» Prompt
In the entries below, how many lines include "dead"? Reply with the number and nothing more.

---- Supplied records

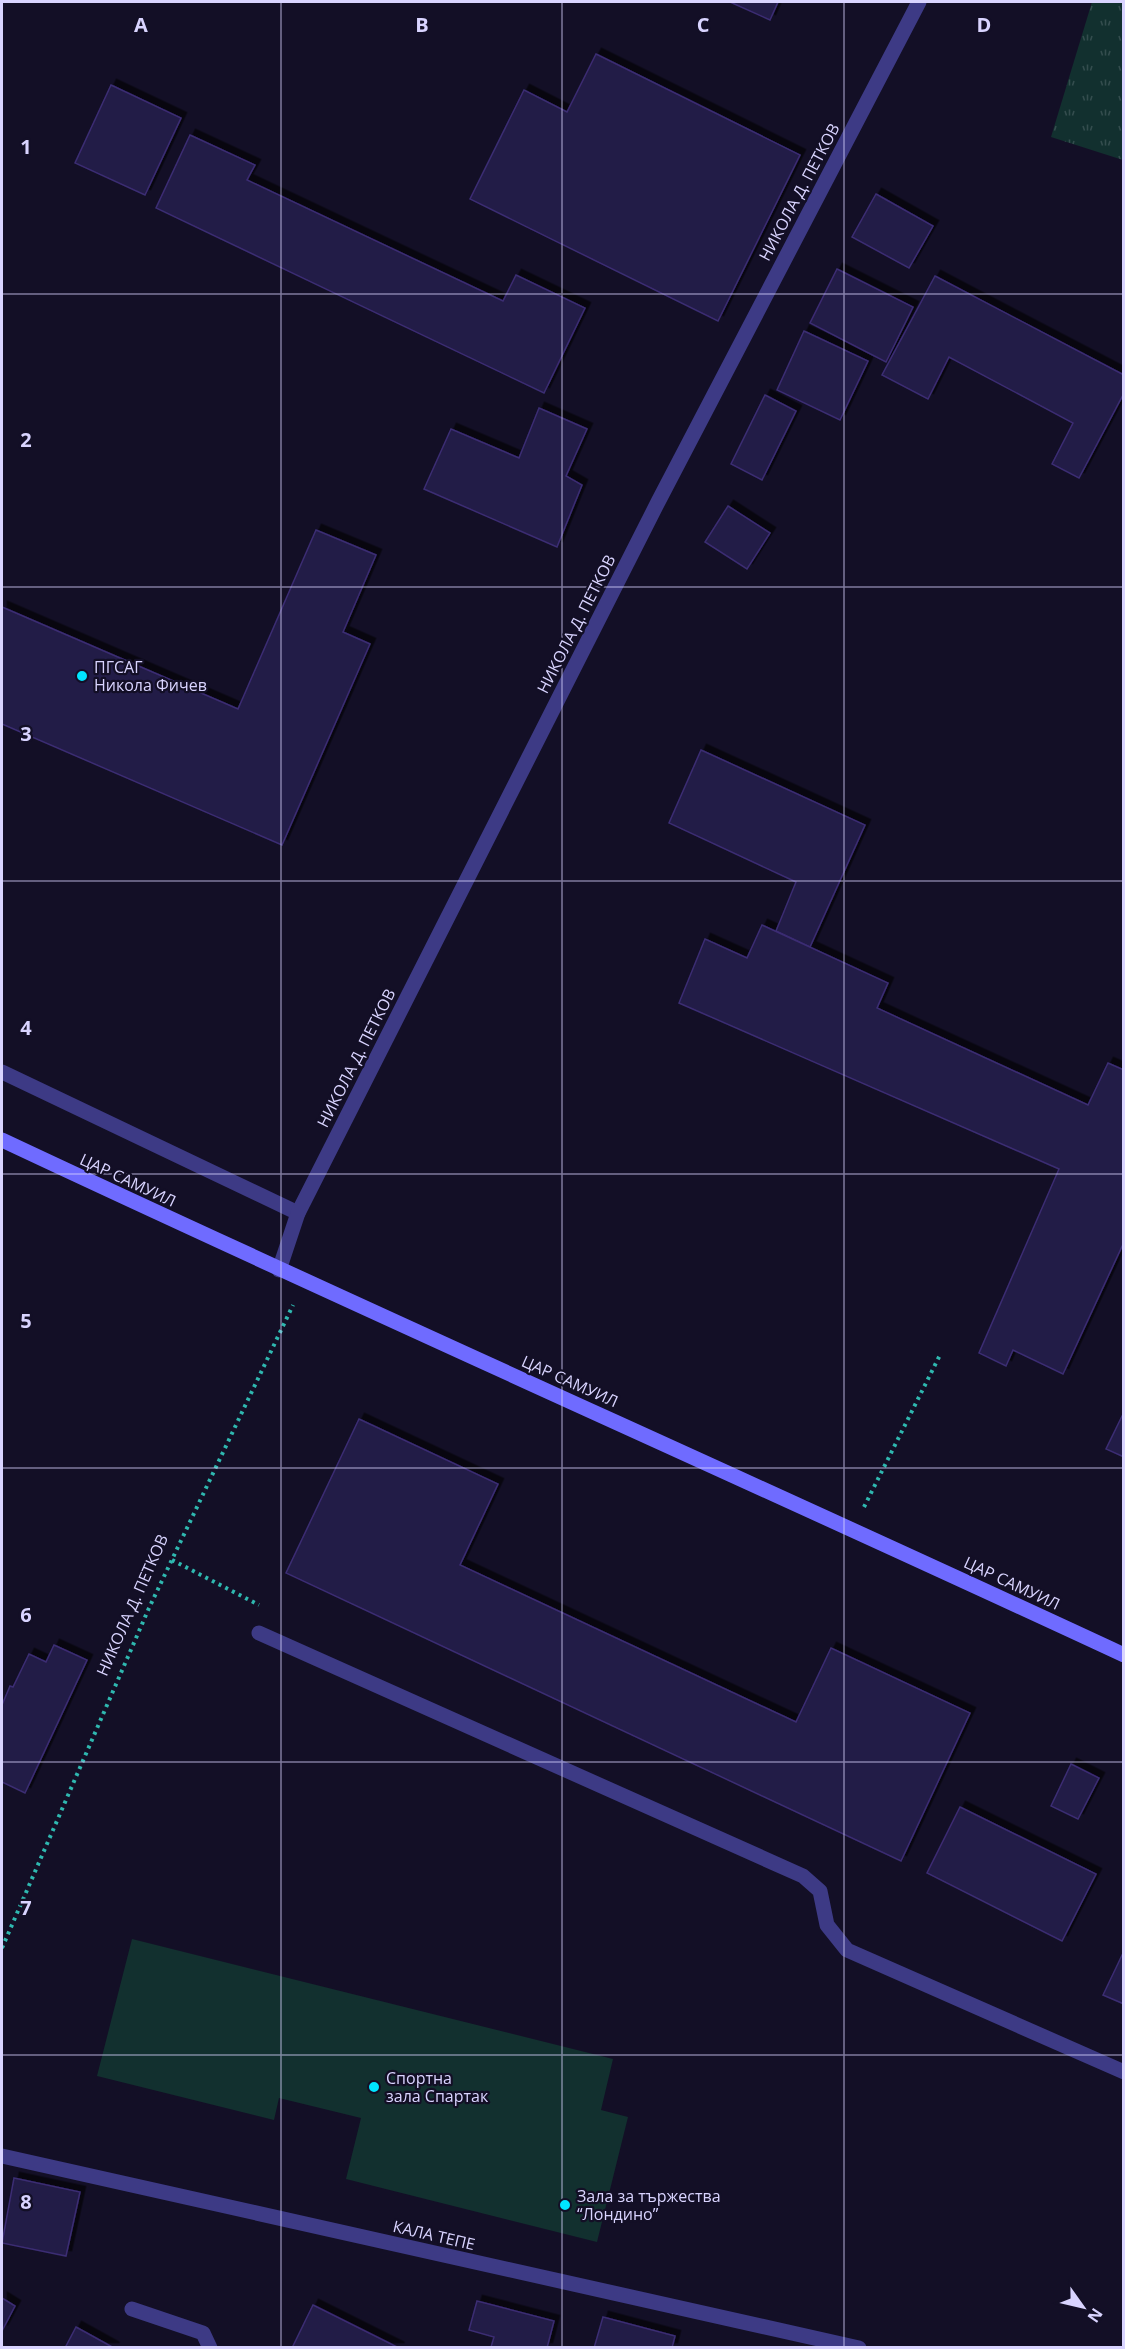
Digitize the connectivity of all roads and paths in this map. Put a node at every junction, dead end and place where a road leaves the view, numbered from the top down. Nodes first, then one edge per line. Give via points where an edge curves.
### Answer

--------
---- Supplied records

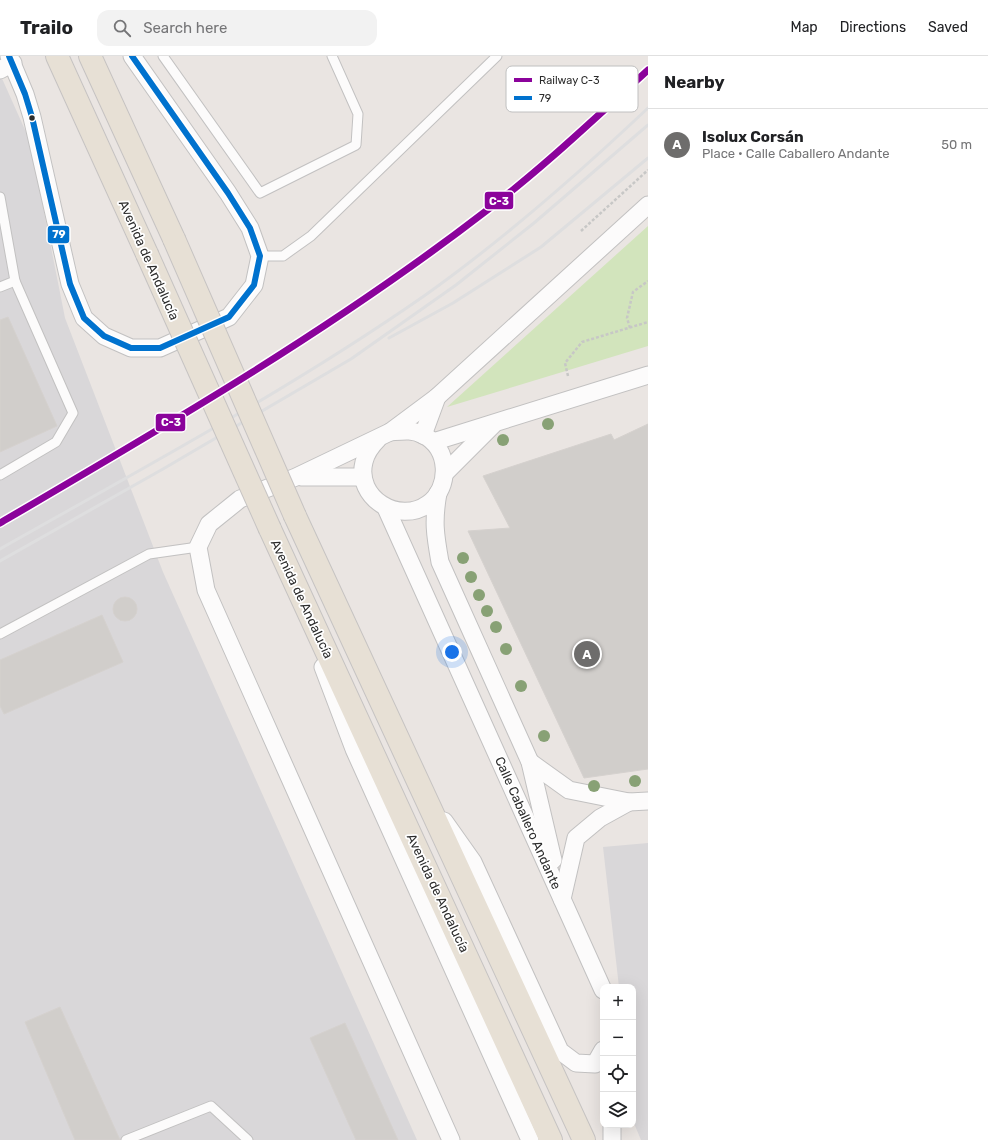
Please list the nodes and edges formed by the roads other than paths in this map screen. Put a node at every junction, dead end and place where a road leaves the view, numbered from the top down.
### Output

--------

» Task solution
2